The Frey clapback video exposes a very real fault line separating an earlier generation of liberals—ones who find their inspiration and purpose from the distant era of just four or five years ago—from a less patient and proudly less pragmatic type of activist. Next year’s Minneapolis mayoral election will likely be a test of competing visions in a place whose local political dynamics have been gaining in national and even global significance. Voters will either choose the reassurance of someone who checked all the boxes, appeared where he needed to appear, and was no less dynamic than he needed to be during an earlier and altogether rosier era of comity and possibility, but who refused utopian promises—or else they’ll choose the exhilaration of the unknown, and the promise of an adventurous and almost intentionally traumatic confrontation with existing reality.

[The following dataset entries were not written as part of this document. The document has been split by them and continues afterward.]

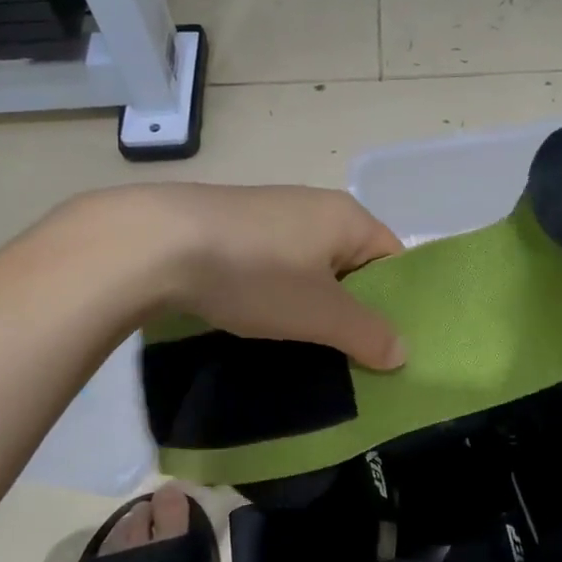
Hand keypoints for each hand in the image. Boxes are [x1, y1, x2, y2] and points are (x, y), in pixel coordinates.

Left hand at [115, 183, 406, 368]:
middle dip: (352, 309)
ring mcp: (271, 213)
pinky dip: (276, 291)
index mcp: (347, 216)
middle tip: (350, 355)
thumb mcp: (319, 313)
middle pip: (352, 263)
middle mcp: (314, 206)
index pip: (393, 258)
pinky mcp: (234, 226)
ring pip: (310, 266)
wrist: (158, 243)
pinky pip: (274, 263)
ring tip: (305, 345)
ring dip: (311, 304)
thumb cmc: (257, 273)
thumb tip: (403, 350)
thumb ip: (367, 333)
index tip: (388, 346)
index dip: (397, 303)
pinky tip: (260, 317)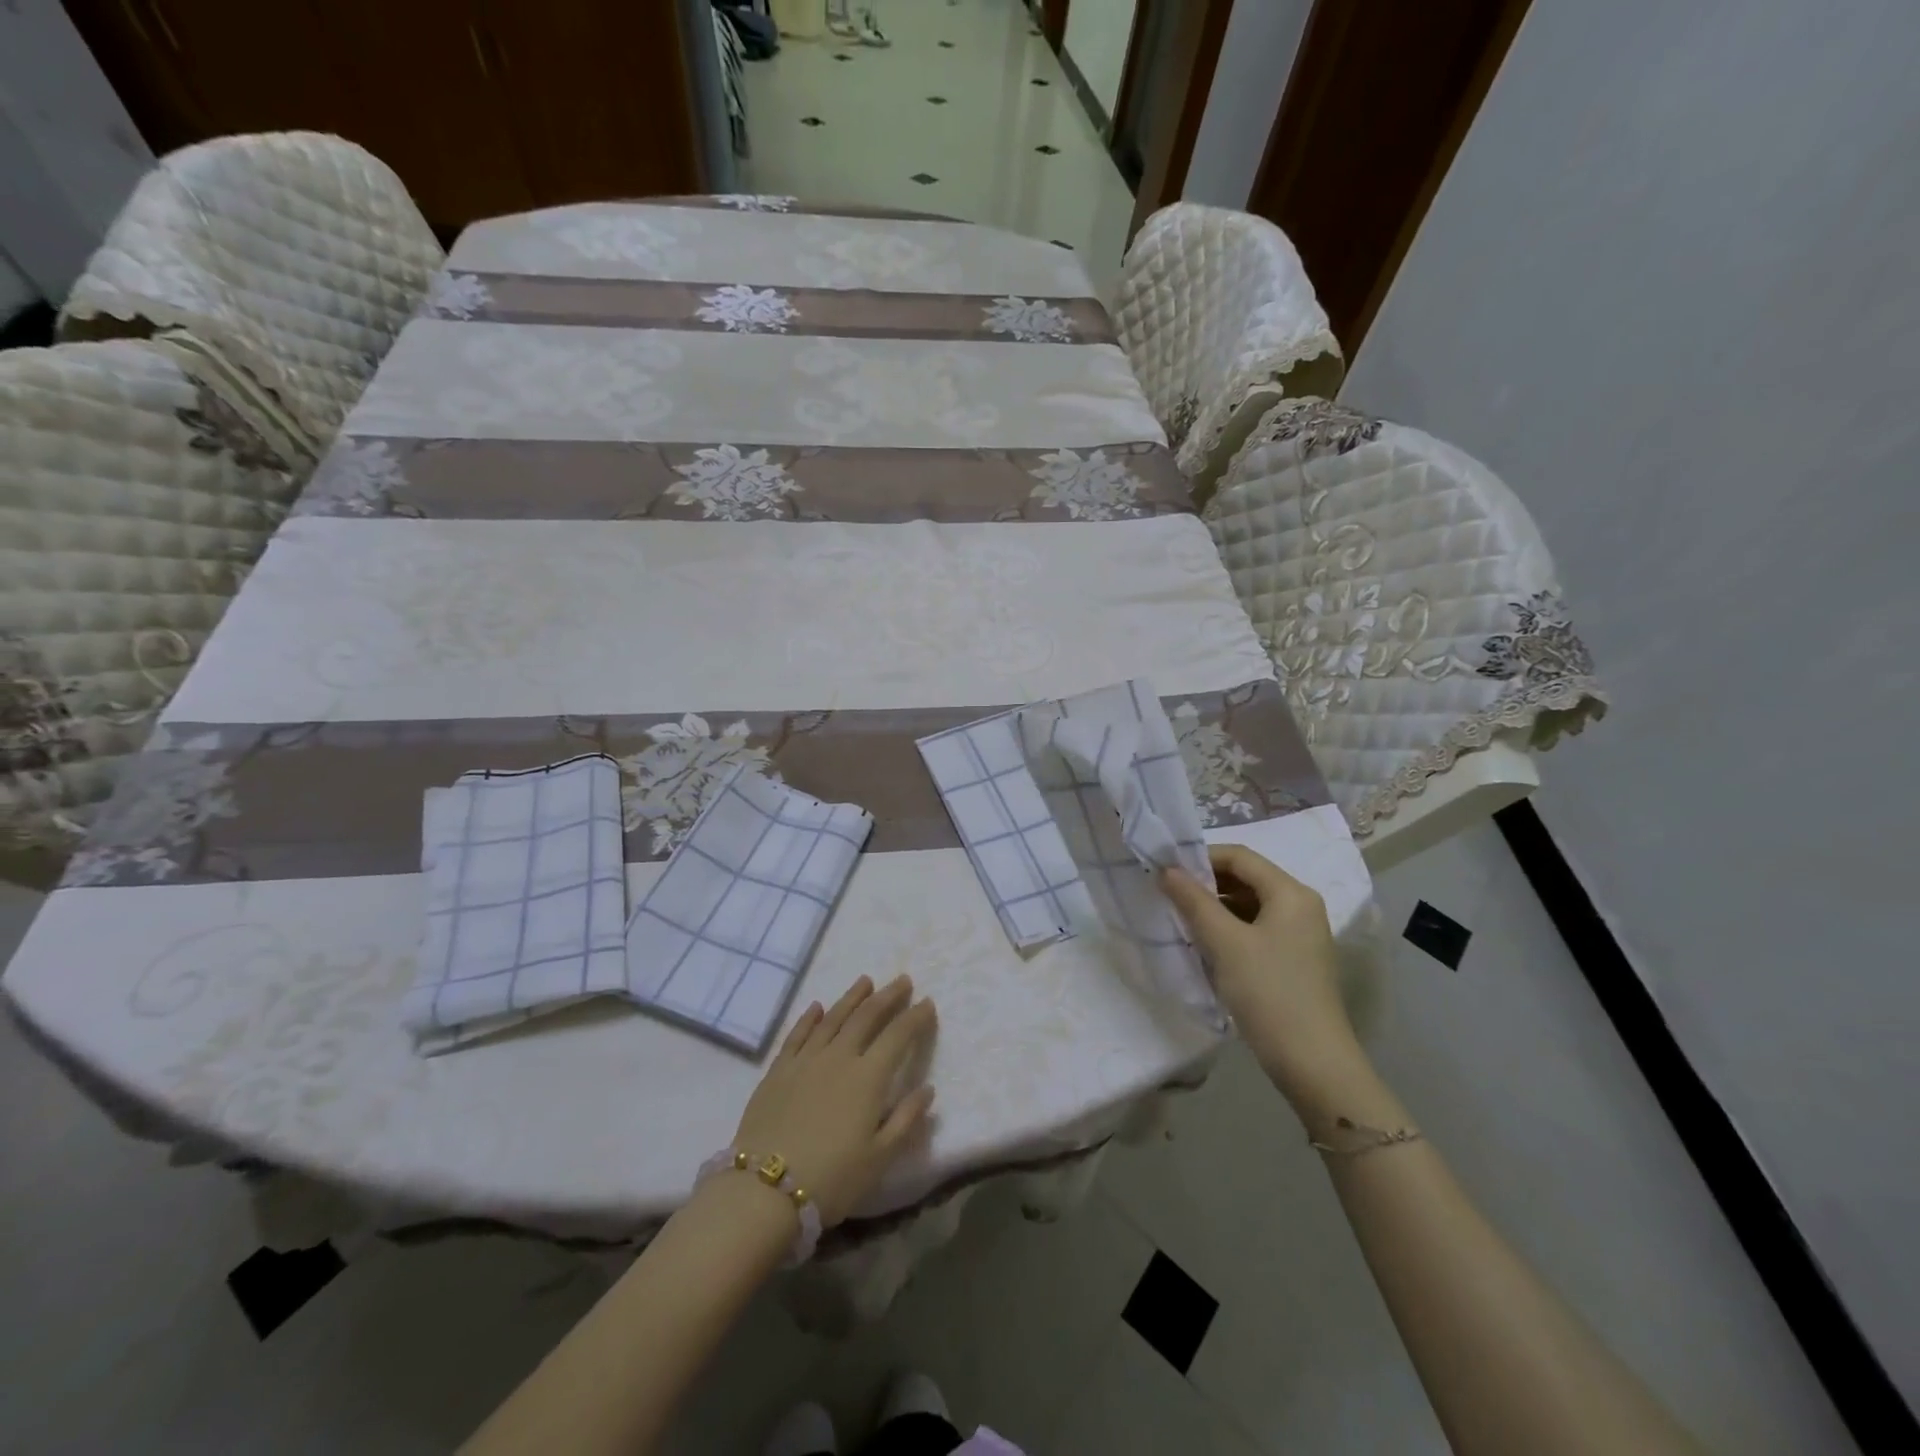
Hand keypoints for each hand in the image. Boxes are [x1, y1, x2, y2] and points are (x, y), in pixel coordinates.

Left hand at [731, 974, 937, 1227]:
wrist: (763, 1191)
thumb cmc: (830, 1179)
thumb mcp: (879, 1159)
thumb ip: (906, 1120)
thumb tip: (928, 1089)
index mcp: (868, 1078)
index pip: (898, 1036)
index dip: (915, 1017)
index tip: (927, 1002)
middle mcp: (838, 1057)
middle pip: (866, 1017)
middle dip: (887, 996)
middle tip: (902, 980)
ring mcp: (805, 1060)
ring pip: (833, 1018)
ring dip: (852, 997)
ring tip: (865, 981)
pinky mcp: (778, 1070)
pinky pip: (797, 1034)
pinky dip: (809, 1017)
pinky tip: (817, 1007)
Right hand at [1162, 845, 1367, 1110]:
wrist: (1313, 1063)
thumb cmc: (1269, 992)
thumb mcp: (1224, 943)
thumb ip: (1193, 901)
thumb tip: (1166, 870)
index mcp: (1291, 893)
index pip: (1240, 856)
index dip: (1200, 857)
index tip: (1165, 870)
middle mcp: (1301, 906)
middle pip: (1246, 878)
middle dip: (1206, 882)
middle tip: (1168, 894)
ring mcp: (1300, 935)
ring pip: (1249, 905)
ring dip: (1215, 907)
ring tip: (1181, 919)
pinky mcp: (1294, 960)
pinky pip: (1256, 929)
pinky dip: (1229, 929)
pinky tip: (1205, 945)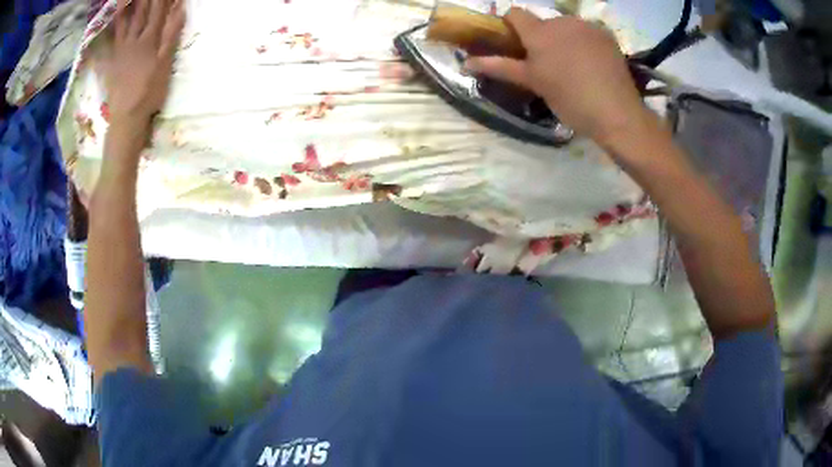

While the Minneapolis mayoral race will be an early clash between these progressive visions, it is unlikely to be the nation’s last. The country’s liberal mayors certainly aren’t through getting screamed at. In Seattle, activists recently flooded City Hall to demand the resignation of Jenny Durkin, who is fresh off of acing the coronavirus test but whose police department has also frequently deployed tear gas against protesters. Demonstrators have now seized an “autonomous zone” in Seattle’s downtown, an area that includes a police precinct from which the forces of law and order were forced to beat a tactical retreat. Perhaps Frey can take comfort in the fact that, for now, his city’s showdown between a familiar liberalism and an uncompromising left will be able to wait until election day.
Armin Rosen is a staff writer for Tablet magazine.